Il prelato sottolinea tuttavia che «se chi decide di partire avesse accesso al lavoro e alle opportunità economiche nei Paesi di origine, non sentirebbe la spinta ad emigrare». C’è una chiara connessione tra la realtà degli sfollati, l’emigrazione e la mancanza di un futuro stabile». Un chiaro esempio è lo stesso Camerun. «Dopo 50 anni di indipendenza non esiste ancora alcuna industria, né alcun modello economico. Molti si sentono obbligati ad andarsene per mancanza di opportunità. Se vogliamo cambiare questa situazione, dobbiamo trovare una soluzione sostenibile per fermare l’esodo dei nostri giovani». Questo è un problema fondamentale che la comunità internazionale deve cercare di risolvere. «Se l’Europa collaborasse alla creazione di posti di lavoro nei nostri Paesi, non avremmo i problemi che stiamo affrontando attualmente a livello globale», afferma.

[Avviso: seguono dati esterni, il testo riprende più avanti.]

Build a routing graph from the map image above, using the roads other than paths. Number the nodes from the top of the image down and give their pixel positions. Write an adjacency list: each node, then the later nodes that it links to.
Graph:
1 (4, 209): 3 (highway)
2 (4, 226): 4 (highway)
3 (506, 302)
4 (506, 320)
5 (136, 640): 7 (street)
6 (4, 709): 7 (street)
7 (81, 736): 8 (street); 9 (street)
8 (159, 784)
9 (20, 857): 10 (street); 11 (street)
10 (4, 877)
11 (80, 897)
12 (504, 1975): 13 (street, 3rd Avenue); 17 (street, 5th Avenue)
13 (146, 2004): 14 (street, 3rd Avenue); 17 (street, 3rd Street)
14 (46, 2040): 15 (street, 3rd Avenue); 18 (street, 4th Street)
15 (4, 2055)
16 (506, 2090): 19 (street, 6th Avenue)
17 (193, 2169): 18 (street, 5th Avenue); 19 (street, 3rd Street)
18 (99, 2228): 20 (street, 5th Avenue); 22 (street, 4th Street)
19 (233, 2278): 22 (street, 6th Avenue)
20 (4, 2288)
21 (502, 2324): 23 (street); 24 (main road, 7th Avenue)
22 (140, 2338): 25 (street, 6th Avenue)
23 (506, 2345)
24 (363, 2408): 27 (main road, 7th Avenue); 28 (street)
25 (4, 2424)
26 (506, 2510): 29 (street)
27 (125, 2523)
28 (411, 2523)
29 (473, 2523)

Il vescovo sottolinea anche la questione demografica. «Non dobbiamo dimenticare che l’Africa ha una popolazione molto giovane. E i giovani rappresentano un enorme potenziale per il nostro continente, ma solo se possiamo dare loro gli strumenti e le opportunità necessarie per prosperare».
Durante la sua visita alla sede di ACS, dopo una visita ad limina, mons. Ateba racconta di aver parlato con Papa Francesco delle priorità pastorali e dell’impegno pastorale per le vedove, gli orfani e i rifugiati che cercano rifugio nella sua diocesi a causa della crisi causata dagli attacchi dei terroristi di Boko Haram. «Gli ho detto che ci sta molto a cuore una pastorale di vicinanza, volta ad ascoltare, accogliere, aiutare e accompagnare tutti coloro la cui vita è stata sconvolta dalla violenza e dall’instabilità».
Nonostante le straordinarie difficoltà che la sua diocesi già affronta a causa del terrorismo, mons. Ateba sta facendo grandi sforzi per includere opportunità di formazione professionale e creazione di posti di lavoro nella sua opera pastorale, aiutando i giovani sfollati interni a diventare autonomi.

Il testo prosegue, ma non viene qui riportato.